◆ **Required action**
What lines below contain the word "Liberation"? Please pull each one out.

Excerpted data section start

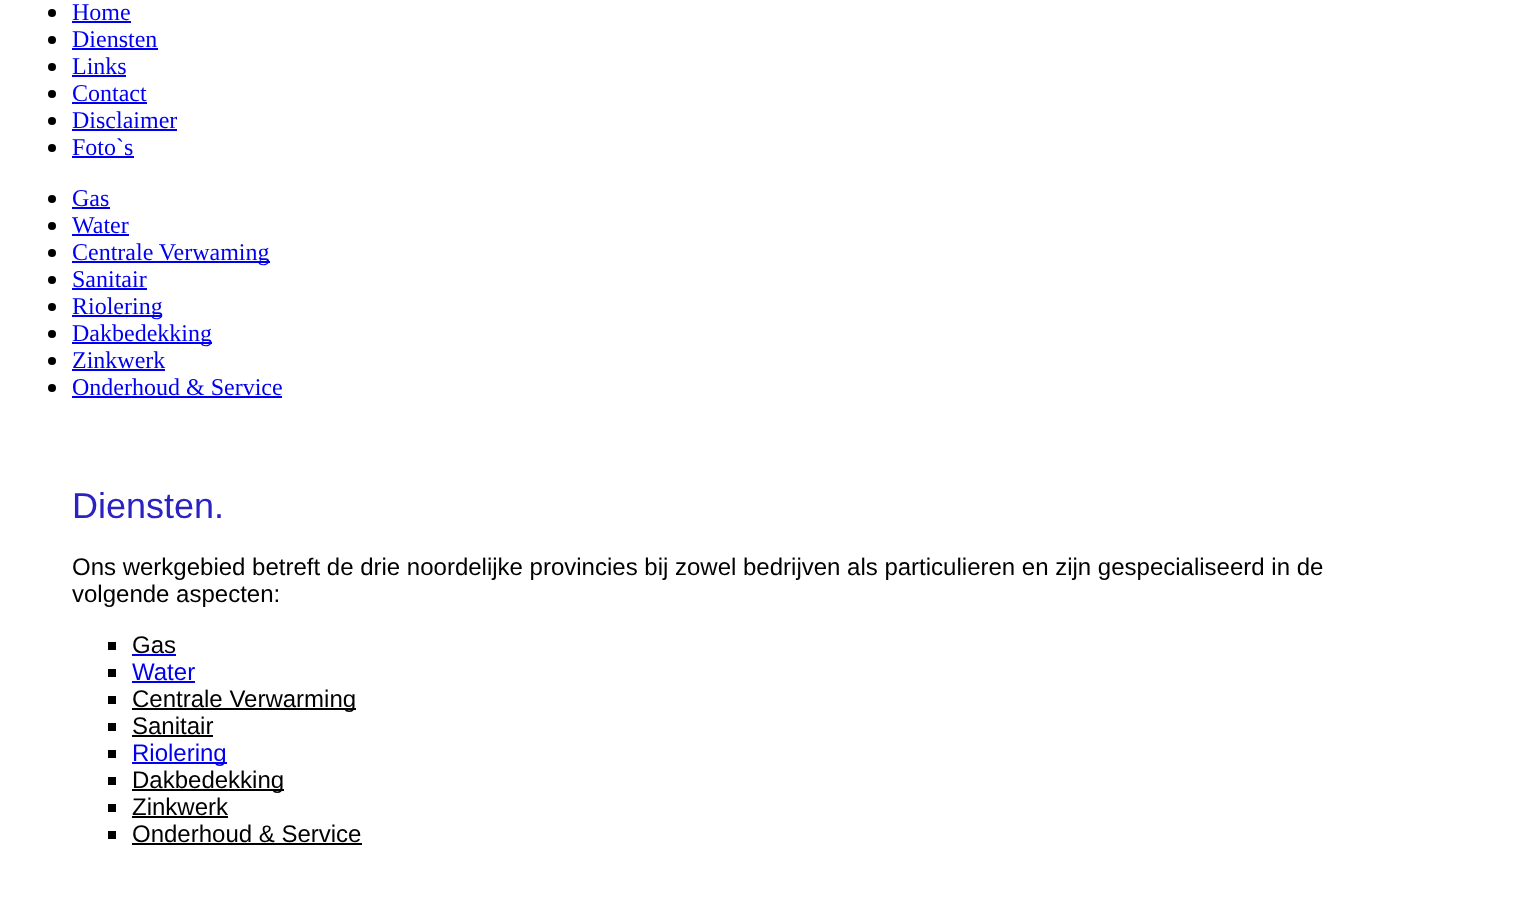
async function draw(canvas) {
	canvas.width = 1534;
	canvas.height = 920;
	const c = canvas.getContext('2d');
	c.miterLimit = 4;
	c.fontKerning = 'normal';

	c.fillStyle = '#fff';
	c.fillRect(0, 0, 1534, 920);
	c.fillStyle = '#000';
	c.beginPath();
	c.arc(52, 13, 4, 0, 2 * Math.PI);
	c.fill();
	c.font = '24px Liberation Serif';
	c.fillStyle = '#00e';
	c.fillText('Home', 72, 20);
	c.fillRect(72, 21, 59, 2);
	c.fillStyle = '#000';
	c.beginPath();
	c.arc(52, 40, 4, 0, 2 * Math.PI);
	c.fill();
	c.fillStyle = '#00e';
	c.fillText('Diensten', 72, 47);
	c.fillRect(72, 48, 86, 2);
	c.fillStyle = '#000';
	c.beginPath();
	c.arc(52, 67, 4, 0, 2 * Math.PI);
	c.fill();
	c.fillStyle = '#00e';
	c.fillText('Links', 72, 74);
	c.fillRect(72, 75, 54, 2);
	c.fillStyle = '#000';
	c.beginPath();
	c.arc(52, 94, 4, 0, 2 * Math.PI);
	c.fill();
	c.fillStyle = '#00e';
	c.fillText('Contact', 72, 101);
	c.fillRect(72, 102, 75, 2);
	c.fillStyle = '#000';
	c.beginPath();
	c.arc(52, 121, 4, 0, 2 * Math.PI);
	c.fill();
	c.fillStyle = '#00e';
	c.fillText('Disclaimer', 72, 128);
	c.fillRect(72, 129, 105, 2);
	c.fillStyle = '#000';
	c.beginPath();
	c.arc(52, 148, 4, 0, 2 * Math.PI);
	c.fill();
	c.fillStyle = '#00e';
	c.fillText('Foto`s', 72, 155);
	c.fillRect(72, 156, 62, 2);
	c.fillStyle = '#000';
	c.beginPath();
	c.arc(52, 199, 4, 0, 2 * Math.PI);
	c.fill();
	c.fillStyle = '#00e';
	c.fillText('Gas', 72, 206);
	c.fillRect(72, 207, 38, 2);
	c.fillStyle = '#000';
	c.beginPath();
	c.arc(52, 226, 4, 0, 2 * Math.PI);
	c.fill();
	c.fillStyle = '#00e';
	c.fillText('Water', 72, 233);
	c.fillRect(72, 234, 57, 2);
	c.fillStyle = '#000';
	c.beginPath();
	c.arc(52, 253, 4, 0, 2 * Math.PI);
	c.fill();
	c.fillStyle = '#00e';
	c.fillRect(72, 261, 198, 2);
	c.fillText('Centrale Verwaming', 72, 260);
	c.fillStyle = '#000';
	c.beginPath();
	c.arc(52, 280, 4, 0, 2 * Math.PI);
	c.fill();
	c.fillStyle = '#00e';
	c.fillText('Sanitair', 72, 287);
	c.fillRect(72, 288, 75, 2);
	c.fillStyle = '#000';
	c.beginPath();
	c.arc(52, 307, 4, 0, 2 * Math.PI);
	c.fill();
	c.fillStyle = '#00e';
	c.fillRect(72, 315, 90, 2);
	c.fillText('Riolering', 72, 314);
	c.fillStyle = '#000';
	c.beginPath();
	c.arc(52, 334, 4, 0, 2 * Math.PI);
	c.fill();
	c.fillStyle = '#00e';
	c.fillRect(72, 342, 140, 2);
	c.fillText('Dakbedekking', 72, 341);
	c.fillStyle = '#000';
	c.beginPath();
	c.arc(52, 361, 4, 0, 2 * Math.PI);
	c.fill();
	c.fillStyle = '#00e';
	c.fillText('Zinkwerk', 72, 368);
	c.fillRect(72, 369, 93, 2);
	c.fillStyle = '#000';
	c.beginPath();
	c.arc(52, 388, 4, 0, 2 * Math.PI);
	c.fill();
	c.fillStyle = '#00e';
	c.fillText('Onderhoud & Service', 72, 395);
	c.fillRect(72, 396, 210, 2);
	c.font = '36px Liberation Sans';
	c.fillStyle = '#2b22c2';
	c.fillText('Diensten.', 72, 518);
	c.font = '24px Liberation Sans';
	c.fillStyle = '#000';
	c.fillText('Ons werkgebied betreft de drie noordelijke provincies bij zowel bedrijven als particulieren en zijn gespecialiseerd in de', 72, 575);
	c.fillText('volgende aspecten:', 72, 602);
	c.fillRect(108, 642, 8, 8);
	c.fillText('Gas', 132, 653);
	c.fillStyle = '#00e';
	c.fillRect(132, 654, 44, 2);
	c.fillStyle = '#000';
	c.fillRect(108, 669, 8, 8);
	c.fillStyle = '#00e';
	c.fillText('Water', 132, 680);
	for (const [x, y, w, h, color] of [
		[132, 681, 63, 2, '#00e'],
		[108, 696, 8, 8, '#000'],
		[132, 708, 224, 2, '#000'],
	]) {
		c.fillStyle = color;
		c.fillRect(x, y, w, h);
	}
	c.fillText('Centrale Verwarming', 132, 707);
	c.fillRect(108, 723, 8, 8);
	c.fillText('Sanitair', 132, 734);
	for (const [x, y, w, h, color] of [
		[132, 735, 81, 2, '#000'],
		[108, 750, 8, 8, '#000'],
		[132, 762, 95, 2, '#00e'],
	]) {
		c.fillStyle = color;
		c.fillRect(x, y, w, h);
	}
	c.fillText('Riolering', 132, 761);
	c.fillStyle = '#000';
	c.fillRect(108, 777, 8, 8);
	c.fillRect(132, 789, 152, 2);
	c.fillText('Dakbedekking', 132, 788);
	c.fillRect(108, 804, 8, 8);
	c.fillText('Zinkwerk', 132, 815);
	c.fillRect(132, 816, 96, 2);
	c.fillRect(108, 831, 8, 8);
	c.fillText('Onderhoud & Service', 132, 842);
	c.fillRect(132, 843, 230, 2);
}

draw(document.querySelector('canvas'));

Excerpted data section end

◆ **Answer for the task**
	c.font = '24px Liberation Serif';
	c.font = '36px Liberation Sans';
	c.font = '24px Liberation Sans';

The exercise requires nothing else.